Europäische Liebeslyrik

(in deutscher Übersetzung)

Edward Charles Halle (1846-1914) - Die Musik

 


Jacobus Bellamy (1757-1786)
niederländischer Dichter




Frühlingswetter

Schön, doch flüchtig, unbeständig
Ist das holde Frühlingswetter.
Gestern lachten all die Blümchen,
Alle Halme auf den Feldern;
Hauchten linde Zephyrlüftchen
Ihren Athem durch das Laubdach;
Lieblich rann das Silberbächlein
Durch die schilfbekränzten Ufer;
Alles lachte, Alles jauchzte.
Doch - wie flüchtig, unbeständig
Ist das holde Frühlingswetter.
Höre nun der Winde Brausen
Durch das Ulmenwäldchen sausen!
Wie geschwollen ist das Bächlein!
Sieh', wie all' die schönen Blumen
Auf geknicktem Stengel trauern! -
Eben also, wie den Blumen,
Ging es mir.

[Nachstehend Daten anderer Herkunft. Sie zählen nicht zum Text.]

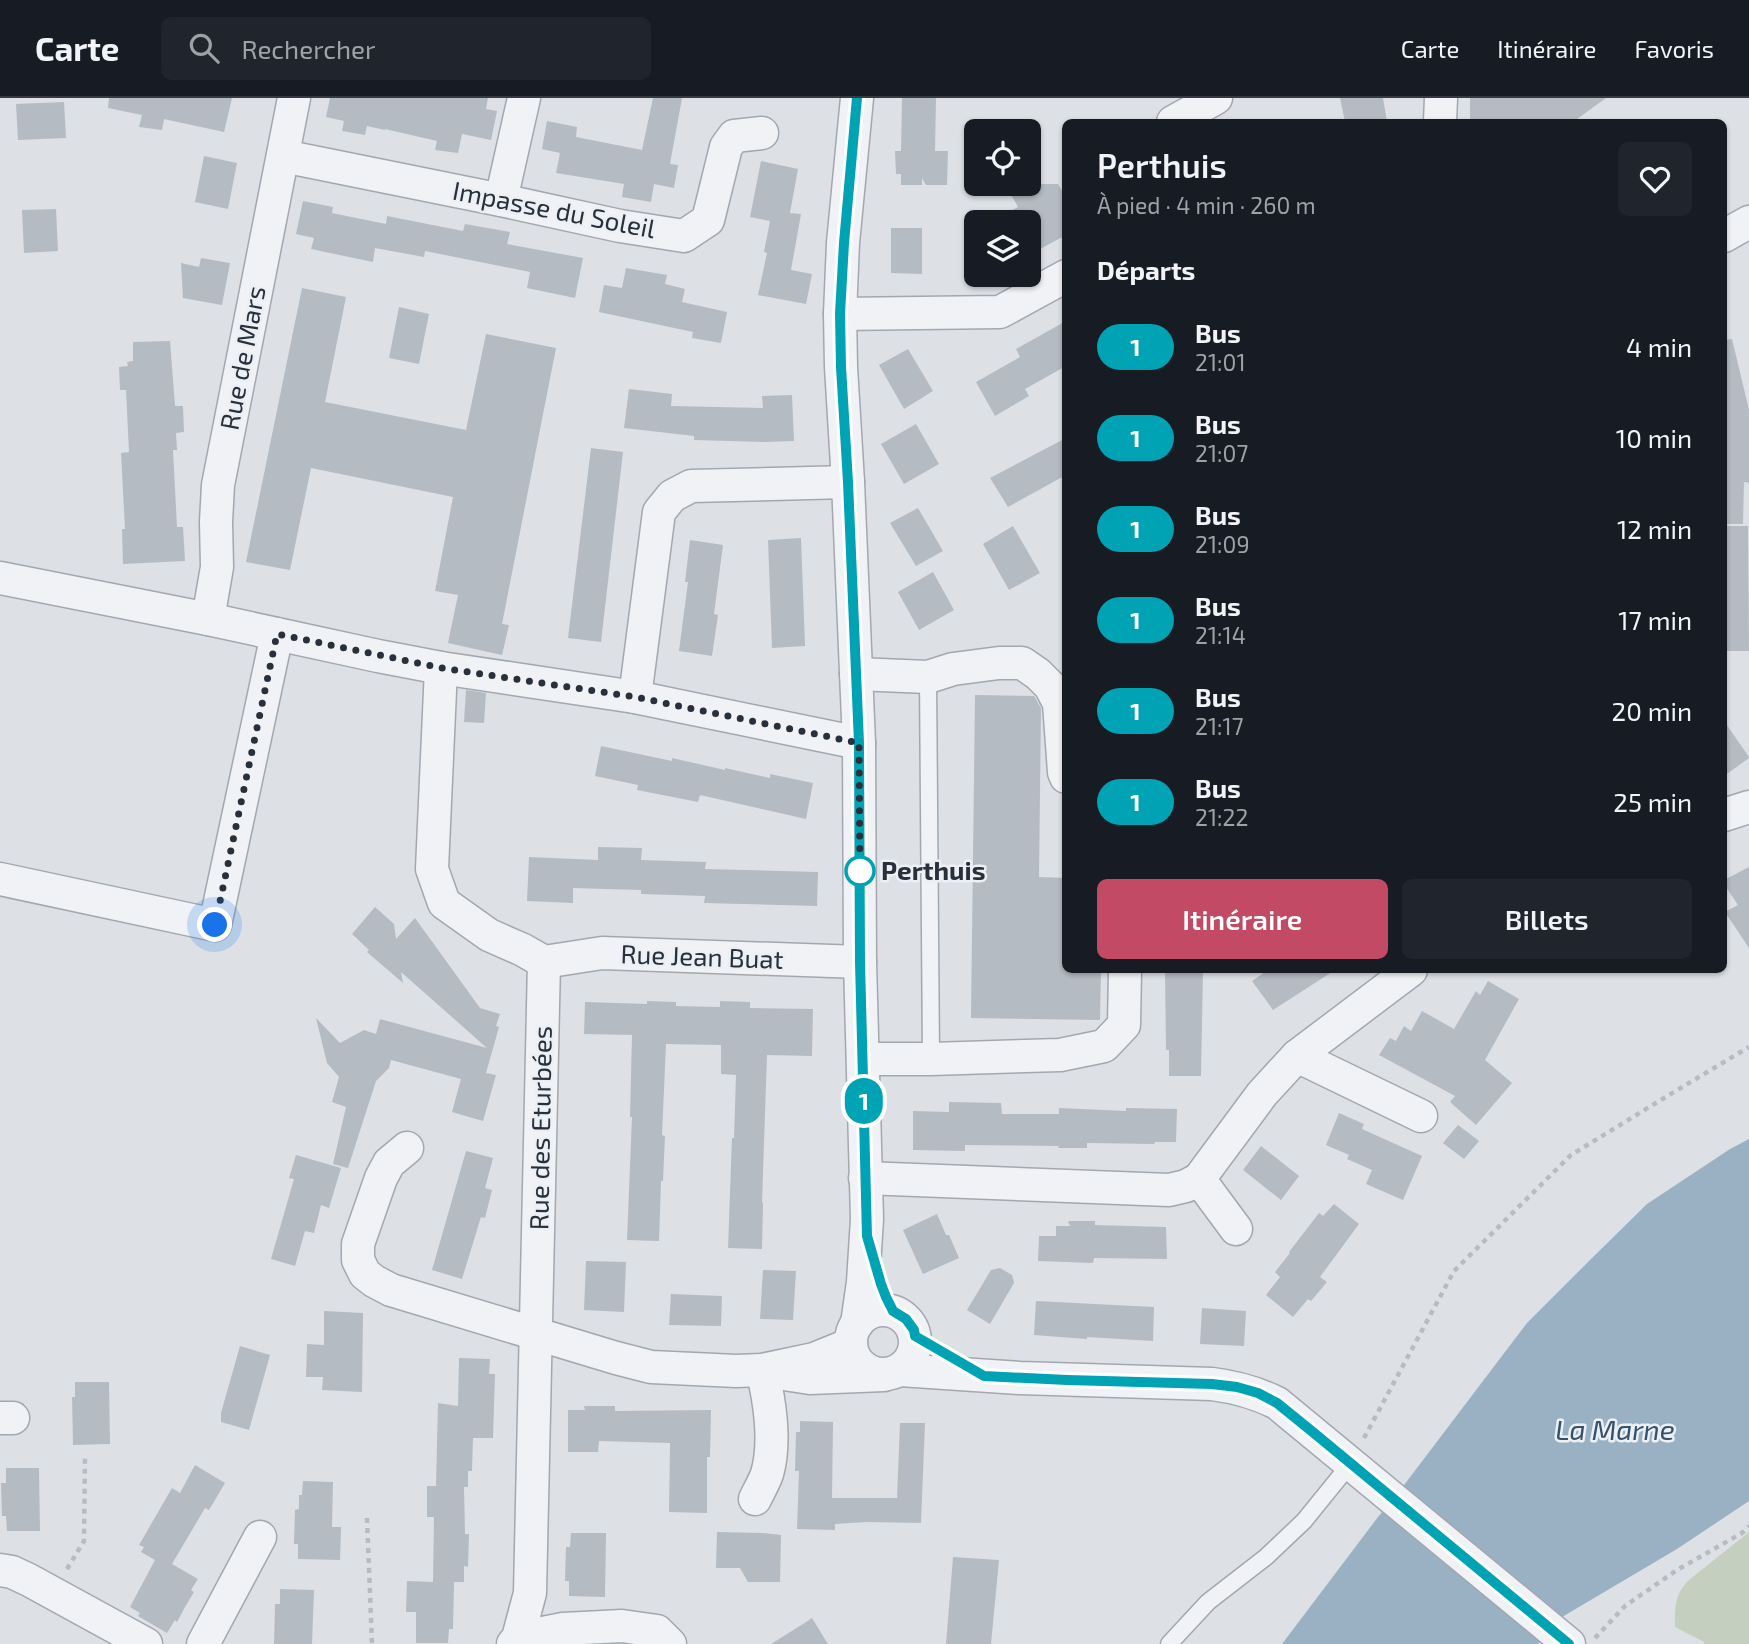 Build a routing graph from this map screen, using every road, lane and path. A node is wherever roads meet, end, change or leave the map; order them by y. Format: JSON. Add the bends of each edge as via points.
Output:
{"nodes":[{"id":1,"x":294,"y":98,"type":"edge"},
{"id":2,"x":524,"y":98,"type":"edge"},
{"id":3,"x":857,"y":98,"type":"edge"},
{"id":4,"x":1216,"y":98,"type":"edge"},
{"id":5,"x":1441,"y":98,"type":"edge"},
{"id":6,"x":1178,"y":119,"type":"edge"},
{"id":7,"x":1440,"y":119,"type":"edge"},
{"id":8,"x":762,"y":133,"type":"dead end"},
{"id":9,"x":283,"y":156,"type":"junction"},
{"id":10,"x":501,"y":200,"type":"junction"},
{"id":11,"x":1749,"y":222,"type":"edge"},
{"id":12,"x":1727,"y":234,"type":"edge"},
{"id":13,"x":1062,"y":278,"type":"edge"},
{"id":14,"x":840,"y":314,"type":"junction"},
{"id":15,"x":848,"y":482,"type":"junction"},
{"id":16,"x":0,"y":578,"type":"edge"},
{"id":17,"x":208,"y":620,"type":"junction"},
{"id":18,"x":277,"y":634,"type":"junction"},
{"id":19,"x":442,"y":668,"type":"junction"},
{"id":20,"x":856,"y":674,"type":"junction"},
{"id":21,"x":929,"y":677,"type":"junction"},
{"id":22,"x":635,"y":697,"type":"junction"},
{"id":23,"x":859,"y":743,"type":"junction"},
{"id":24,"x":1062,"y":744,"type":"edge"},
{"id":25,"x":1749,"y":807,"type":"edge"},
{"id":26,"x":1727,"y":814,"type":"edge"},
{"id":27,"x":0,"y":879,"type":"edge"},
{"id":28,"x":544,"y":962,"type":"junction"},
{"id":29,"x":860,"y":962,"type":"junction"},
{"id":30,"x":1125,"y":973,"type":"edge"},
{"id":31,"x":1407,"y":973,"type":"edge"},
{"id":32,"x":1749,"y":1047,"type":"edge"},
{"id":33,"x":1297,"y":1056,"type":"junction"},
{"id":34,"x":863,"y":1059,"type":"junction"},
{"id":35,"x":931,"y":1059,"type":"junction"},
{"id":36,"x":1421,"y":1116,"type":"dead end"},
{"id":37,"x":407,"y":1148,"type":"dead end"},
{"id":38,"x":865,"y":1178,"type":"junction"},
{"id":39,"x":1199,"y":1179,"type":"junction"},
{"id":40,"x":1236,"y":1229,"type":"dead end"},
{"id":41,"x":867,"y":1236,"type":"junction"},
{"id":42,"x":893,"y":1311,"type":"junction"},
{"id":43,"x":536,"y":1334,"type":"junction"},
{"id":44,"x":854,"y":1334,"type":"junction"},
{"id":45,"x":915,"y":1336,"type":"junction"},
{"id":46,"x":762,"y":1370,"type":"junction"},
{"id":47,"x":892,"y":1373,"type":"junction"},
{"id":48,"x":984,"y":1376,"type":"junction"},
{"id":49,"x":85,"y":1456,"type":"dead end"},
{"id":50,"x":1351,"y":1463,"type":"junction"},
{"id":51,"x":755,"y":1499,"type":"dead end"},
{"id":52,"x":367,"y":1518,"type":"dead end"},
{"id":53,"x":1749,"y":1526,"type":"edge"},
{"id":54,"x":260,"y":1537,"type":"dead end"},
{"id":55,"x":0,"y":1570,"type":"edge"},
{"id":56,"x":52,"y":1593,"type":"junction"},
{"id":57,"x":1561,"y":1637,"type":"edge"},
{"id":58,"x":515,"y":1641,"type":"edge"},
{"id":59,"x":146,"y":1644,"type":"edge"},
{"id":60,"x":203,"y":1644,"type":"edge"},
{"id":61,"x":372,"y":1644,"type":"edge"},
{"id":62,"x":670,"y":1644,"type":"edge"},
{"id":63,"x":1169,"y":1644,"type":"edge"},
{"id":64,"x":1590,"y":1644,"type":"edge"}],
"edges":[{"from":1,"to":9,"type":"street","name":"Rue de Mars"},
{"from":2,"to":10,"type":"street"},
{"from":3,"to":14,"type":"street"},
{"from":4,"to":6,"type":"street"},
{"from":5,"to":7,"type":"street"},
{"from":8,"to":10,"type":"street","name":"Impasse du Soleil","via":[[734,136],[726,147],[708,220],[684,236]]},
{"from":9,"to":10,"type":"street","name":"Impasse du Soleil"},
{"from":9,"to":17,"type":"street","name":"Rue de Mars","via":[[218,485],[216,567]]},
{"from":11,"to":12,"type":"street"},
{"from":13,"to":14,"type":"street","via":[[1000,312]]},
{"from":14,"to":15,"type":"street"},
{"from":15,"to":20,"type":"street"},
{"from":15,"to":22,"type":"street","via":[[691,486],[672,496],[659,512]]},
{"from":16,"to":17,"type":"street"},
{"from":17,"to":18,"type":"street"},
{"from":18,"to":19,"type":"street"},
{"from":18,"to":27,"type":"street","via":[[215,925]]},
{"from":19,"to":22,"type":"street"},
{"from":19,"to":28,"type":"street","via":[[432,869],[444,903],[489,935]]},
{"from":20,"to":21,"type":"street"},
{"from":20,"to":23,"type":"street"},
{"from":21,"to":24,"type":"street","via":[[953,669],[1022,663],[1050,685],[1059,703]]},
{"from":21,"to":35,"type":"lane"},
{"from":22,"to":23,"type":"street"},
{"from":23,"to":29,"type":"street"},
{"from":25,"to":26,"type":"street"},
{"from":28,"to":29,"type":"street","name":"Rue Jean Buat","via":[[601,953]]},
{"from":28,"to":43,"type":"street","name":"Rue des Eturbées"},
{"from":29,"to":34,"type":"street"},
{"from":30,"to":35,"type":"street","via":[[1124,1025],[1104,1046],[1060,1055]]},
{"from":31,"to":33,"type":"street"},
{"from":32,"to":50,"type":"path","via":[[1572,1155],[1454,1271]]},
{"from":33,"to":36,"type":"street"},
{"from":33,"to":39,"type":"street","via":[[1262,1094]]},
{"from":34,"to":35,"type":"street"},
{"from":34,"to":38,"type":"street"},
{"from":37,"to":43,"type":"street","via":[[389,1163],[381,1178],[358,1244],[358,1260],[365,1274],[391,1290]]},
{"from":38,"to":39,"type":"street","via":[[1169,1190]]},
{"from":38,"to":41,"type":"street"},
{"from":39,"to":40,"type":"street"},
{"from":41,"to":42,"type":"street"},
{"from":41,"to":44,"type":"street"},
{"from":42,"to":44,"type":"street","via":[[865,1316]]},
{"from":42,"to":45,"type":"street","via":[[906,1319]]},
{"from":43,"to":46,"type":"street","via":[[651,1367]]},
{"from":43,"to":58,"type":"street","name":"Rue des Eturbées","via":[[530,1593]]},
{"from":44,"to":46,"type":"street","via":[[814,1359]]},
{"from":44,"to":47,"type":"street","via":[[861,1366],[871,1372]]},
{"from":45,"to":47,"type":"street","via":[[915,1353]]},
{"from":45,"to":48,"type":"street"},
{"from":46,"to":47,"type":"street","via":[[810,1378]]},
{"from":46,"to":51,"type":"street","via":[[769,1396],[771,1451]]},
{"from":47,"to":48,"type":"street"},
{"from":48,"to":50,"type":"street","via":[[1237,1387],[1277,1403]]},
{"from":49,"to":56,"type":"path","via":[[84,1541]]},
{"from":50,"to":57,"type":"street"},
{"from":50,"to":63,"type":"lane","via":[[1304,1521],[1208,1602]]},
{"from":52,"to":61,"type":"path"},
{"from":53,"to":64,"type":"path","via":[[1625,1606]]},
{"from":54,"to":60,"type":"street"},
{"from":55,"to":56,"type":"street"},
{"from":56,"to":59,"type":"street"},
{"from":58,"to":62,"type":"street","via":[[563,1629],[622,1626],[657,1631]]}]}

Ich lachte munter,
Als der Liebe Sonne freundlich
Mich durch ihren Strahl erquickte.
Aber ach! - der Liebe Sonne
Barg sich hinter dichten Wolken, -
Donnerschwang're Wolken drohten!
Und da stand ich, gleich den Blümchen,
Trostlos auf dem Feld zu trauern.
Manchmal blickt' ich weinend aufwärts,
Doch nicht einen Strahl auch sah ich
Von der schönen Liebessonne
Durch die dichten Wolken brechen. -

Bald wird euch, ihr holden Blumen,
Neu die Frühlingssonne lächeln,
Euch zu neuem Leben rufen.
Doch für mich wird's ewig stürmen,
Nimmer wird der Liebe Sonne
Mein gequältes Herz bescheinen.


übersetzt von Ludwig Troß (1795-1864)

Aus: Bato. Blumenlese holländischer Gedichte älterer und neuer Zeit
Übersetzt von Dr. Ludwig Troß
Nebst einer Zugabe von G. H. van Senden
Siegen und Wiesbaden Verlag der Friedrich'schen Verlagsbuchhandlung 1845 (S. 35-36)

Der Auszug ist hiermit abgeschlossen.